Problem description: Would you please reproduce all the entries word for word, minus the pictures?

Content starts

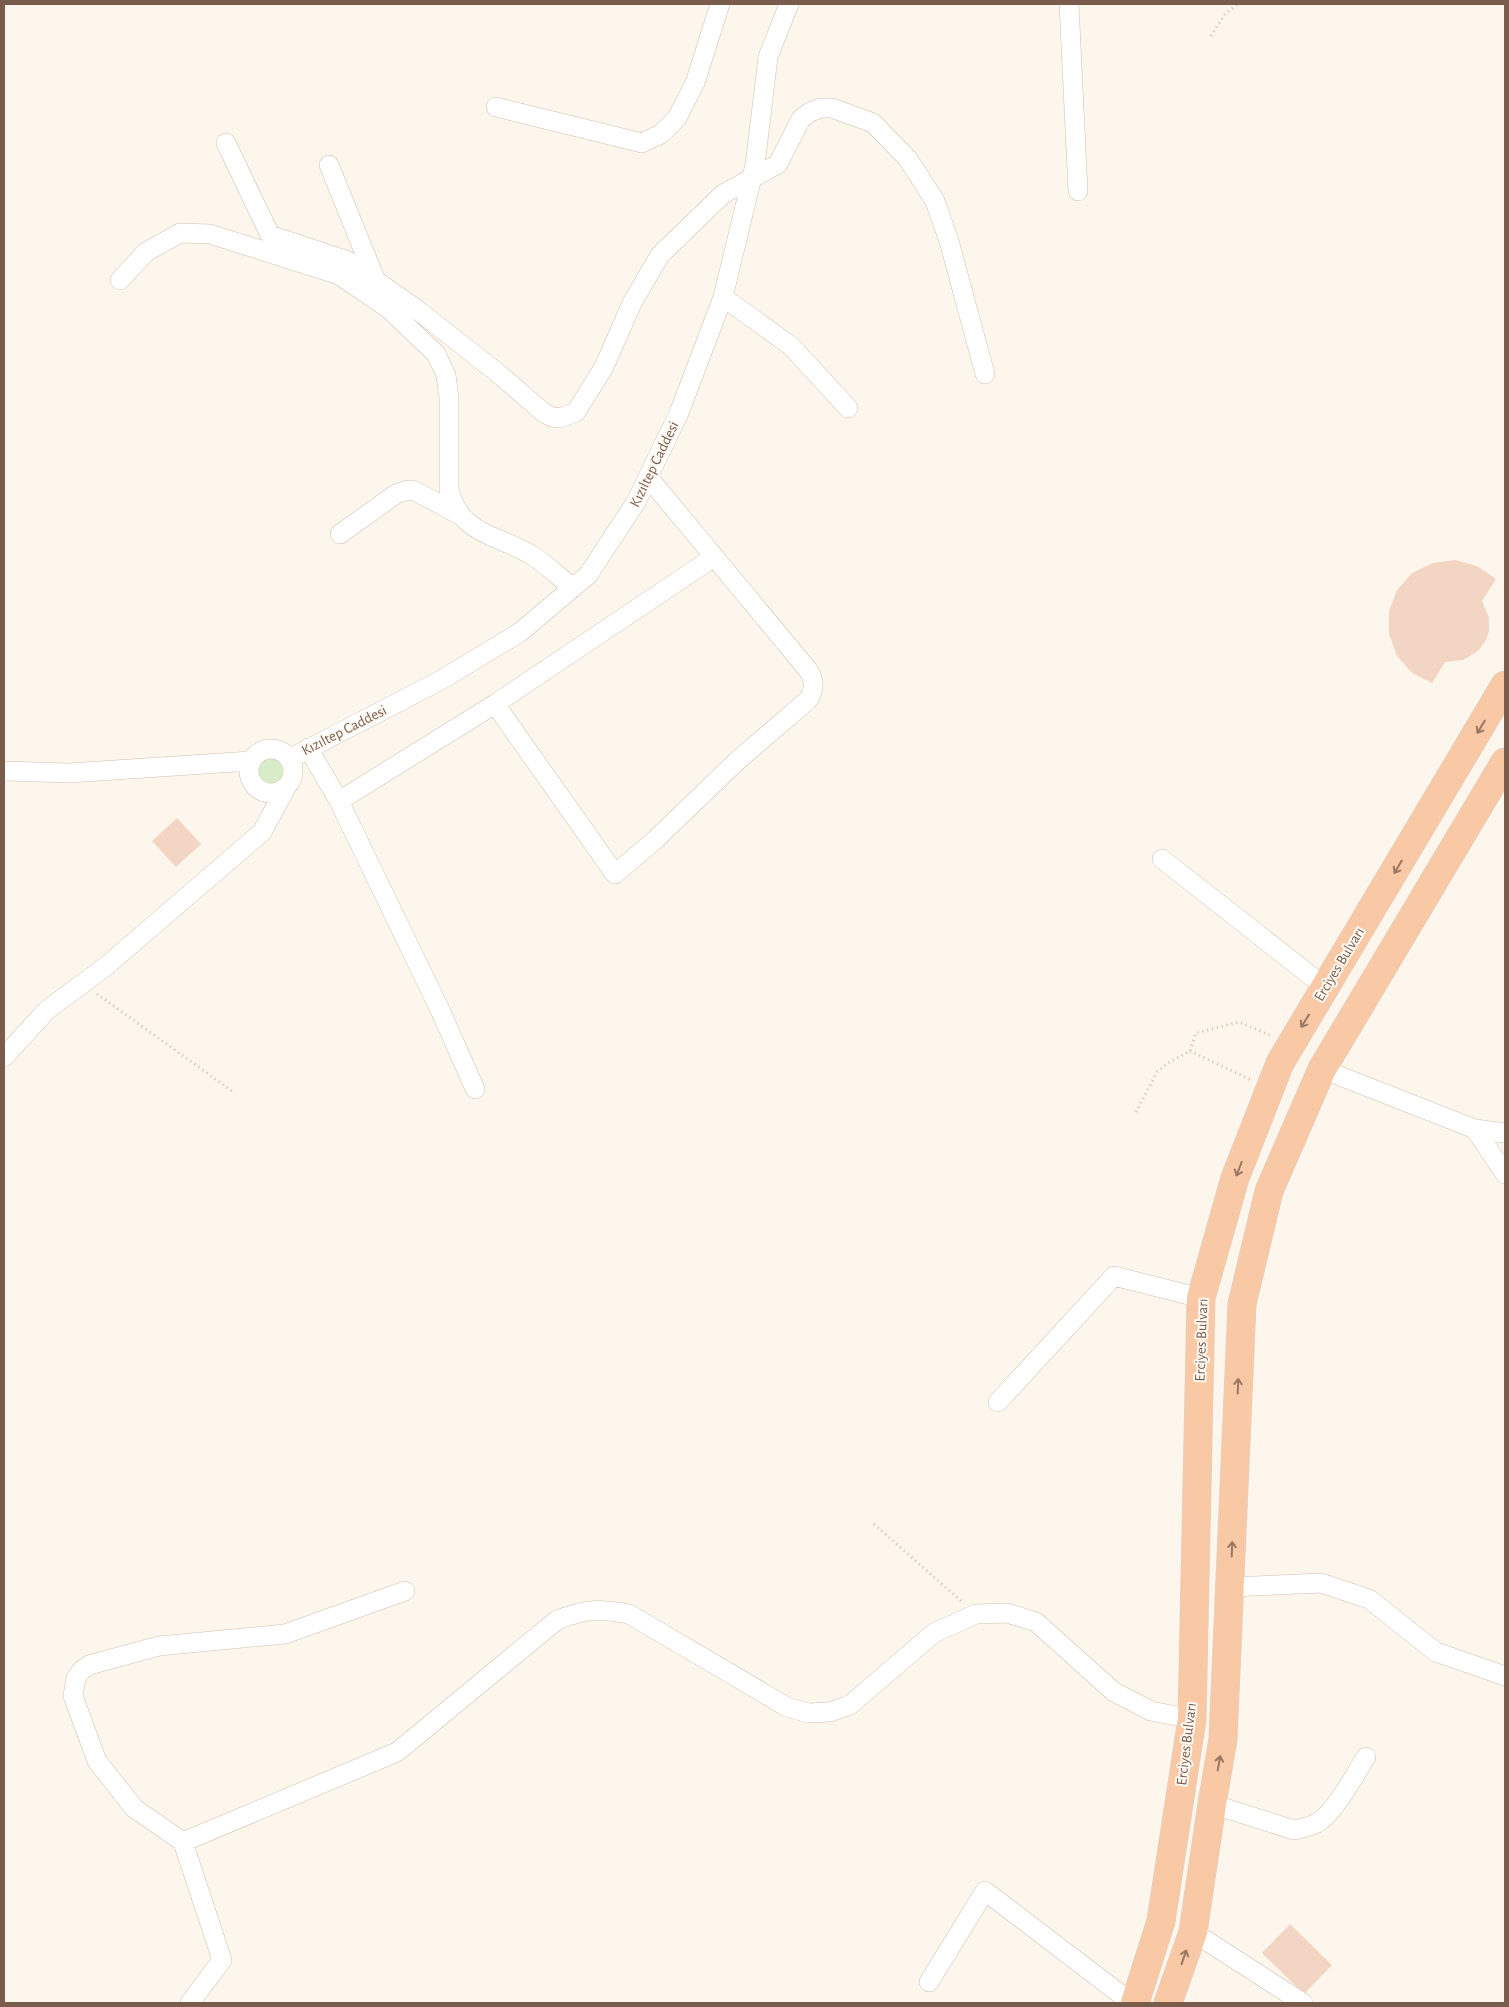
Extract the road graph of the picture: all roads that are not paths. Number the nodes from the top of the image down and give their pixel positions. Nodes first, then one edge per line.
1 (720, 4) edge
2 (790, 4) edge
3 (1069, 4) edge
4 (496, 107) dead end
5 (226, 143) dead end
6 (329, 165) dead end
7 (751, 180) junction
8 (1078, 191) dead end
9 (120, 280) dead end
10 (376, 281) junction
11 (723, 297) junction
12 (985, 374) dead end
13 (848, 408) dead end
14 (648, 477) junction
15 (460, 515) junction
16 (340, 534) dead end
17 (714, 557) junction
18 (573, 588) junction
19 (1505, 685) edge
20 (495, 704) junction
21 (308, 748) junction
22 (289, 759) junction
23 (251, 762) junction
24 (1505, 762) edge
25 (4, 772) edge
26 (286, 788) junction
27 (339, 801) junction
28 (1162, 859) dead end
29 (1326, 987) junction
30 (4, 1057) edge
31 (1322, 1069) junction
32 (475, 1089) dead end
33 (1475, 1129) junction
34 (1505, 1133) edge
35 (1505, 1174) edge
36 (1201, 1298) junction
37 (998, 1402) dead end
38 (1231, 1587) junction
39 (405, 1591) dead end
40 (1505, 1676) edge
41 (1192, 1719) junction
42 (1366, 1757) dead end
43 (1212, 1804) junction
44 (183, 1842) junction
45 (1193, 1932) junction
46 (929, 1982) dead end
47 (190, 2003) edge
48 (1134, 2003) edge
49 (1168, 2003) edge
50 (1303, 2003) edge

1 - 4 street
2 - 7 street, Kızıltep Caddesi
3 - 8 street
5 - 10 street
6 - 10 street
7 - 10 street
7 - 11 street, Kızıltep Caddesi
7 - 12 street
9 - 15 street
11 - 13 street
11 - 14 street, Kızıltep Caddesi
14 - 17 street
14 - 18 street, Kızıltep Caddesi
15 - 16 street
15 - 18 street
17 - 20 street
17 - 20 street
18 - 21 street, Kızıltep Caddesi
19 -> 29 highway, Erciyes Bulvarı
20 - 27 street
21 - 22 street, Kızıltep Caddesi
21 - 27 street
22 - 23 street
22 - 26 street
23 - 25 street
23 - 26 street
24 - 31 highway
26 - 30 street
27 - 32 street
28 - 29 street
29 -> 36 highway, Erciyes Bulvarı
31 - 33 street
38 -> 31 highway
33 - 34 street
33 - 35 street
36 - 37 street
36 - 41 highway, Erciyes Bulvarı
38 - 40 street
43 -> 38 highway
39 - 44 street
41 - 44 street
41 - 48 highway, Erciyes Bulvarı
42 - 43 street
43 - 45 highway
44 - 47 street
49 -> 45 highway
45 - 50 street
46 - 48 street

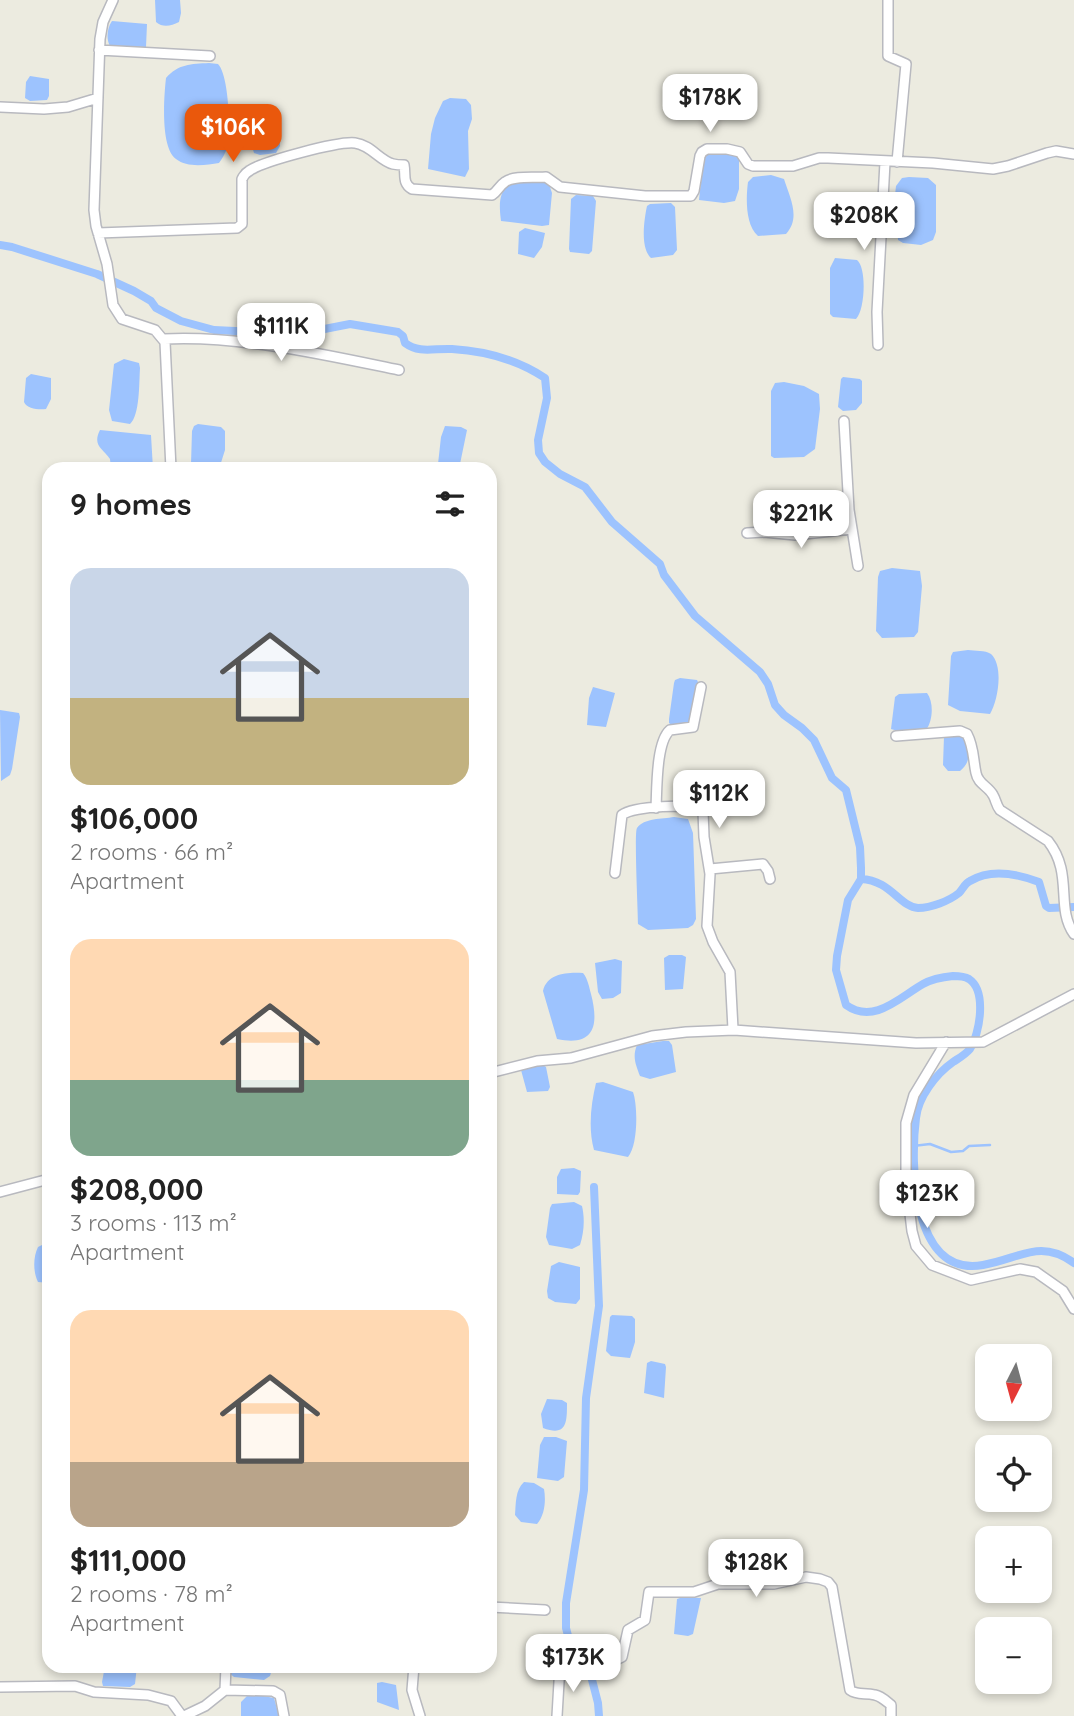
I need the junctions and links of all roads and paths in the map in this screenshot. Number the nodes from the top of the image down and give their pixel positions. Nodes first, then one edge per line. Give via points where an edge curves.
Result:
1 (113, 0) edge
2 (888, 0) edge
3 (99, 50) junction
4 (210, 56) dead end
5 (98, 98) junction
6 (0, 107) edge
7 (1074, 154) edge
8 (885, 162) junction
9 (897, 162) junction
10 (98, 233) junction
11 (164, 339) junction
12 (878, 345) dead end
13 (399, 370) dead end
14 (844, 421) dead end
15 (171, 462) edge
16 (852, 528) junction
17 (747, 533) dead end
18 (858, 566) dead end
19 (701, 687) dead end
20 (897, 736) dead end
21 (656, 808) junction
22 (710, 869) junction
23 (615, 873) dead end
24 (770, 879) dead end
25 (1074, 934) edge
26 (1073, 999) edge
27 (733, 1030) junction
28 (951, 1042) junction
29 (497, 1071) edge
30 (42, 1181) edge
31 (0, 1192) edge
32 (1074, 1309) edge
33 (497, 1607) edge
34 (545, 1610) dead end
35 (226, 1673) edge
36 (413, 1673) edge
37 (0, 1687) edge
38 (225, 1690) junction
39 (183, 1716) edge
40 (284, 1716) edge
41 (420, 1716) edge
42 (557, 1716) edge
43 (891, 1716) edge

1 - 3 street via 103,22
2 - 9 street via 888,55 906,64
3 - 4 street
3 - 5 street
5 - 6 street via 68,107
5 - 10 street via 94,202
7 - 9 street via 1056,151 993,169
8 - 9 street
8 - 10 street via 819,158 793,166 753,166 735,150 707,149 700,156 691,196 560,187 546,177 511,179 492,195 412,189 405,181 404,165 392,164 362,145 341,144 246,172 242,223 237,228
8 - 12 street
10 - 11 street via 115,310 122,319 155,330
11 - 13 street via 264,346
11 - 15 street
14 - 16 street
16 - 17 street via 795,535
16 - 18 street
19 - 21 street via 693,727 670,730 664,737
20 - 25 street via 967,734 976,775 993,794 996,805 1048,841 1061,863 1068,925
21 - 22 street via 696,807 703,811
21 - 23 street via 622,815
22 - 24 street via 763,864
22 - 27 street via 707,926 730,972
26 - 28 street via 983,1042
27 - 28 street
27 - 29 street via 652,1036 571,1058 537,1060
28 - 32 street via 914,1095 906,1123 906,1180 916,1246 932,1265 971,1280 1020,1269 1036,1272 1063,1291
30 - 31 street
33 - 34 street
35 - 38 street
36 - 41 street via 412,1690
37 - 39 street via 68,1686 148,1695 171,1700
38 - 39 street
38 - 40 street via 273,1691 280,1695
42 - 43 street via 560,1665 573,1659 622,1657 628,1630 645,1620 649,1592 694,1592 729,1582 774,1584 806,1577 832,1587 850,1690 883,1699 891,1705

Content ends

Reply:
Extract the road graph of the picture: all roads that are not paths. Number the nodes from the top of the image down and give their pixel positions. Nodes first, then one edge per line.
1 (720, 4) edge
2 (790, 4) edge
3 (1069, 4) edge
4 (496, 107) dead end
5 (226, 143) dead end
6 (329, 165) dead end
7 (751, 180) junction
8 (1078, 191) dead end
9 (120, 280) dead end
10 (376, 281) junction
11 (723, 297) junction
12 (985, 374) dead end
13 (848, 408) dead end
14 (648, 477) junction
15 (460, 515) junction
16 (340, 534) dead end
17 (714, 557) junction
18 (573, 588) junction
19 (1505, 685) edge
20 (495, 704) junction
21 (308, 748) junction
22 (289, 759) junction
23 (251, 762) junction
24 (1505, 762) edge
25 (4, 772) edge
26 (286, 788) junction
27 (339, 801) junction
28 (1162, 859) dead end
29 (1326, 987) junction
30 (4, 1057) edge
31 (1322, 1069) junction
32 (475, 1089) dead end
33 (1475, 1129) junction
34 (1505, 1133) edge
35 (1505, 1174) edge
36 (1201, 1298) junction
37 (998, 1402) dead end
38 (1231, 1587) junction
39 (405, 1591) dead end
40 (1505, 1676) edge
41 (1192, 1719) junction
42 (1366, 1757) dead end
43 (1212, 1804) junction
44 (183, 1842) junction
45 (1193, 1932) junction
46 (929, 1982) dead end
47 (190, 2003) edge
48 (1134, 2003) edge
49 (1168, 2003) edge
50 (1303, 2003) edge

1 - 4 street
2 - 7 street, Kızıltep Caddesi
3 - 8 street
5 - 10 street
6 - 10 street
7 - 10 street
7 - 11 street, Kızıltep Caddesi
7 - 12 street
9 - 15 street
11 - 13 street
11 - 14 street, Kızıltep Caddesi
14 - 17 street
14 - 18 street, Kızıltep Caddesi
15 - 16 street
15 - 18 street
17 - 20 street
17 - 20 street
18 - 21 street, Kızıltep Caddesi
19 -> 29 highway, Erciyes Bulvarı
20 - 27 street
21 - 22 street, Kızıltep Caddesi
21 - 27 street
22 - 23 street
22 - 26 street
23 - 25 street
23 - 26 street
24 - 31 highway
26 - 30 street
27 - 32 street
28 - 29 street
29 -> 36 highway, Erciyes Bulvarı
31 - 33 street
38 -> 31 highway
33 - 34 street
33 - 35 street
36 - 37 street
36 - 41 highway, Erciyes Bulvarı
38 - 40 street
43 -> 38 highway
39 - 44 street
41 - 44 street
41 - 48 highway, Erciyes Bulvarı
42 - 43 street
43 - 45 highway
44 - 47 street
49 -> 45 highway
45 - 50 street
46 - 48 street

I need the junctions and links of all roads and paths in the map in this screenshot. Number the nodes from the top of the image down and give their pixel positions. Nodes first, then one edge per line. Give via points where an edge curves.
Result:
1 (113, 0) edge
2 (888, 0) edge
3 (99, 50) junction
4 (210, 56) dead end
5 (98, 98) junction
6 (0, 107) edge
7 (1074, 154) edge
8 (885, 162) junction
9 (897, 162) junction
10 (98, 233) junction
11 (164, 339) junction
12 (878, 345) dead end
13 (399, 370) dead end
14 (844, 421) dead end
15 (171, 462) edge
16 (852, 528) junction
17 (747, 533) dead end
18 (858, 566) dead end
19 (701, 687) dead end
20 (897, 736) dead end
21 (656, 808) junction
22 (710, 869) junction
23 (615, 873) dead end
24 (770, 879) dead end
25 (1074, 934) edge
26 (1073, 999) edge
27 (733, 1030) junction
28 (951, 1042) junction
29 (497, 1071) edge
30 (42, 1181) edge
31 (0, 1192) edge
32 (1074, 1309) edge
33 (497, 1607) edge
34 (545, 1610) dead end
35 (226, 1673) edge
36 (413, 1673) edge
37 (0, 1687) edge
38 (225, 1690) junction
39 (183, 1716) edge
40 (284, 1716) edge
41 (420, 1716) edge
42 (557, 1716) edge
43 (891, 1716) edge

1 - 3 street via 103,22
2 - 9 street via 888,55 906,64
3 - 4 street
3 - 5 street
5 - 6 street via 68,107
5 - 10 street via 94,202
7 - 9 street via 1056,151 993,169
8 - 9 street
8 - 10 street via 819,158 793,166 753,166 735,150 707,149 700,156 691,196 560,187 546,177 511,179 492,195 412,189 405,181 404,165 392,164 362,145 341,144 246,172 242,223 237,228
8 - 12 street
10 - 11 street via 115,310 122,319 155,330
11 - 13 street via 264,346
11 - 15 street
14 - 16 street
16 - 17 street via 795,535
16 - 18 street
19 - 21 street via 693,727 670,730 664,737
20 - 25 street via 967,734 976,775 993,794 996,805 1048,841 1061,863 1068,925
21 - 22 street via 696,807 703,811
21 - 23 street via 622,815
22 - 24 street via 763,864
22 - 27 street via 707,926 730,972
26 - 28 street via 983,1042
27 - 28 street
27 - 29 street via 652,1036 571,1058 537,1060
28 - 32 street via 914,1095 906,1123 906,1180 916,1246 932,1265 971,1280 1020,1269 1036,1272 1063,1291
30 - 31 street
33 - 34 street
35 - 38 street
36 - 41 street via 412,1690
37 - 39 street via 68,1686 148,1695 171,1700
38 - 39 street
38 - 40 street via 273,1691 280,1695
42 - 43 street via 560,1665 573,1659 622,1657 628,1630 645,1620 649,1592 694,1592 729,1582 774,1584 806,1577 832,1587 850,1690 883,1699 891,1705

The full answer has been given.